## PROBLEM
Search the data for the string "main" and extract every line where it appears.

(Stored items)
-------------------------
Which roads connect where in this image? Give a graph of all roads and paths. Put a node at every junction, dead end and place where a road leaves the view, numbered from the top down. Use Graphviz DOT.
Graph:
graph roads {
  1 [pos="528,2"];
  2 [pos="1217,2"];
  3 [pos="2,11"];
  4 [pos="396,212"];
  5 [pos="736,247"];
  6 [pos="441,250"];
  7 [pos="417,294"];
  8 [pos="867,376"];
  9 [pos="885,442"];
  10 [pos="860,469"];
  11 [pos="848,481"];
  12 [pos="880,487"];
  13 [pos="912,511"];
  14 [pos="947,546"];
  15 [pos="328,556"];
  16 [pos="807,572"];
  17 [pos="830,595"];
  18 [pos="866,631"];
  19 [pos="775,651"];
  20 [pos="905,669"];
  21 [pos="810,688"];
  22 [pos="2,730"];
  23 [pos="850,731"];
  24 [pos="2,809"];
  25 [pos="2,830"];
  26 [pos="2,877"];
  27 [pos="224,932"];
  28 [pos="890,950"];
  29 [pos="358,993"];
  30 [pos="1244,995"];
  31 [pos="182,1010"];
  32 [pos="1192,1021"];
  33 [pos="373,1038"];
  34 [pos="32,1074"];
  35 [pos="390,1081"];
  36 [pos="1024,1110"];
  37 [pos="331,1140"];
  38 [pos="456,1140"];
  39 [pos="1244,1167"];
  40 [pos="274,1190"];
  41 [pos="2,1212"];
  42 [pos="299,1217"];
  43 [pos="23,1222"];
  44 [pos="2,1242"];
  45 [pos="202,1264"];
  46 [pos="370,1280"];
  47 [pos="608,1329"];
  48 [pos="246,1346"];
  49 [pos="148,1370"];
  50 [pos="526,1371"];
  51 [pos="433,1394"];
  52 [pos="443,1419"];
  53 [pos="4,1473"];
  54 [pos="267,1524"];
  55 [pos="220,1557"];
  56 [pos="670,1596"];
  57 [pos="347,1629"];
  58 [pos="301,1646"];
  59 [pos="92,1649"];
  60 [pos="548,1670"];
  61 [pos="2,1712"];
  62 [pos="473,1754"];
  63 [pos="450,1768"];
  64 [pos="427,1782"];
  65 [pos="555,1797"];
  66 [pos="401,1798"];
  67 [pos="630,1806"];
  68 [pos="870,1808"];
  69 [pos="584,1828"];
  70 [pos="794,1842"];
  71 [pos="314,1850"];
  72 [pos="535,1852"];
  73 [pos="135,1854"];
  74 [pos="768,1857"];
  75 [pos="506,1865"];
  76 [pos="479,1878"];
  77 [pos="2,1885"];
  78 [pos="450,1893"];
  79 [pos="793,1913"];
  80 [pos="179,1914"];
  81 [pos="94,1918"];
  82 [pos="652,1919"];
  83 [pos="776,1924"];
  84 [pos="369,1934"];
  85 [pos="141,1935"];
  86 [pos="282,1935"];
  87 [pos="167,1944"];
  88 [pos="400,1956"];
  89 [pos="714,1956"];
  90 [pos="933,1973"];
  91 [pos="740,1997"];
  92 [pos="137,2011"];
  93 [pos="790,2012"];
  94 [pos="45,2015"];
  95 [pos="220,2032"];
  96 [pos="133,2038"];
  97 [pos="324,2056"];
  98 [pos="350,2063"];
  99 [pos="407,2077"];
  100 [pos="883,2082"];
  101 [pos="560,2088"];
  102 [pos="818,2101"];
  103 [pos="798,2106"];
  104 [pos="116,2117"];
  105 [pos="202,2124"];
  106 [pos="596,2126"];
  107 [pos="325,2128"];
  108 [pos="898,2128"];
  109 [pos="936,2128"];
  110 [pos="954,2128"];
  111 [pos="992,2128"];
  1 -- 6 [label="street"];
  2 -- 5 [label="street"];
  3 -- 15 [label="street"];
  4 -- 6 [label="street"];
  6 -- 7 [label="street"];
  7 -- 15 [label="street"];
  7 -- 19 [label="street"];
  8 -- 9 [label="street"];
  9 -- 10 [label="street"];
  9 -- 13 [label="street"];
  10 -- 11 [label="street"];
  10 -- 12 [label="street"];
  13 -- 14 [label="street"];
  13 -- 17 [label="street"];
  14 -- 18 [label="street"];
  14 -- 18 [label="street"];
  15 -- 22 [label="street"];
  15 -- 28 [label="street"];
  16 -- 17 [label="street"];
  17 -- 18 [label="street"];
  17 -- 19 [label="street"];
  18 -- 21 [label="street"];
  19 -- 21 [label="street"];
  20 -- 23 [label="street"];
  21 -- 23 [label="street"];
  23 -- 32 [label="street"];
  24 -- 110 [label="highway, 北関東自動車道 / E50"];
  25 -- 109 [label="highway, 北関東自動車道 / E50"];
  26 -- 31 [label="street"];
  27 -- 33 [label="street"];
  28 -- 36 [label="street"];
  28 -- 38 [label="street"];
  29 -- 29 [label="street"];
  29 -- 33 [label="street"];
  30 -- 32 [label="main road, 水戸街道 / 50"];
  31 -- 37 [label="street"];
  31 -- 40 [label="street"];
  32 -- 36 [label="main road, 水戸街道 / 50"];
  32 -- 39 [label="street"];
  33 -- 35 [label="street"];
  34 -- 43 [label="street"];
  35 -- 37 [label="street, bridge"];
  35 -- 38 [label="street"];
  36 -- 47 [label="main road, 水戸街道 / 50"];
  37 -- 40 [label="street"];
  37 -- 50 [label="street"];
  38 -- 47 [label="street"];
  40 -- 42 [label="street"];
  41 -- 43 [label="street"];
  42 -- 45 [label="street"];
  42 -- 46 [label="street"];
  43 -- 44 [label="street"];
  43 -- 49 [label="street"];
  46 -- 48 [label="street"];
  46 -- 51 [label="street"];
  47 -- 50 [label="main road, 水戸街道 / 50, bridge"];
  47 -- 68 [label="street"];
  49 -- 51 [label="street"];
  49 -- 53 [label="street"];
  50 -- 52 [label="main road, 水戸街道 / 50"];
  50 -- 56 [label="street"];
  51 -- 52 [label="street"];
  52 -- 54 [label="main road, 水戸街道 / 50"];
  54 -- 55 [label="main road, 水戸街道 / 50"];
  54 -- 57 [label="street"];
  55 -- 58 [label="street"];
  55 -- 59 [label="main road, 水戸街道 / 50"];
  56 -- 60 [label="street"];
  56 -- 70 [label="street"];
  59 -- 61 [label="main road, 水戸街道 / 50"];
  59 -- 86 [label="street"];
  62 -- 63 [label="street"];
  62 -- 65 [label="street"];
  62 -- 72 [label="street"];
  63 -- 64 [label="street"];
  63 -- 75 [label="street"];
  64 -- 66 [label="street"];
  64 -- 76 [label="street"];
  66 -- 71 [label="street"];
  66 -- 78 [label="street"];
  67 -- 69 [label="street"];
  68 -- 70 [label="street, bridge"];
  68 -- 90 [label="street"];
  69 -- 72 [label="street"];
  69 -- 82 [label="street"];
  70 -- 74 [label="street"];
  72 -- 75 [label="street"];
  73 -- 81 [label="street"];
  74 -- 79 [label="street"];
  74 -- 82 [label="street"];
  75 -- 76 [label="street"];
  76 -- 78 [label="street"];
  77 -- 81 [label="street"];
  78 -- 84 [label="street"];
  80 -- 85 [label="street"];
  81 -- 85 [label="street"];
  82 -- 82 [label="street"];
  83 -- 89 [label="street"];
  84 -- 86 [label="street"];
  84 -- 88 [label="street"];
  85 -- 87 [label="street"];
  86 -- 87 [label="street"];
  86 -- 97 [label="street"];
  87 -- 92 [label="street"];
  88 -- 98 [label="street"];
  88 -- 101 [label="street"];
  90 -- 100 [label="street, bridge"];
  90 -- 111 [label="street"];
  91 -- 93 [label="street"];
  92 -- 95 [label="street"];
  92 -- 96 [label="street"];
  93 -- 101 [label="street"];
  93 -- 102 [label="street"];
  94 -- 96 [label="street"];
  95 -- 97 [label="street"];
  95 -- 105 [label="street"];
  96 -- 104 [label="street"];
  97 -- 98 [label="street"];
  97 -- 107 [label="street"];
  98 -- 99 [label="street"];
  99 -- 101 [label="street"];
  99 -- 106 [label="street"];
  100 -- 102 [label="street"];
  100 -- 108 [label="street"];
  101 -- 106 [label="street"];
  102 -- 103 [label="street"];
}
-------------------------
## WRITTEN ANSWER
  30 -- 32 [label="main road, 水戸街道 / 50"];
  32 -- 36 [label="main road, 水戸街道 / 50"];
  36 -- 47 [label="main road, 水戸街道 / 50"];
  47 -- 50 [label="main road, 水戸街道 / 50, bridge"];
  50 -- 52 [label="main road, 水戸街道 / 50"];
  52 -- 54 [label="main road, 水戸街道 / 50"];
  54 -- 55 [label="main road, 水戸街道 / 50"];
  55 -- 59 [label="main road, 水戸街道 / 50"];
  59 -- 61 [label="main road, 水戸街道 / 50"];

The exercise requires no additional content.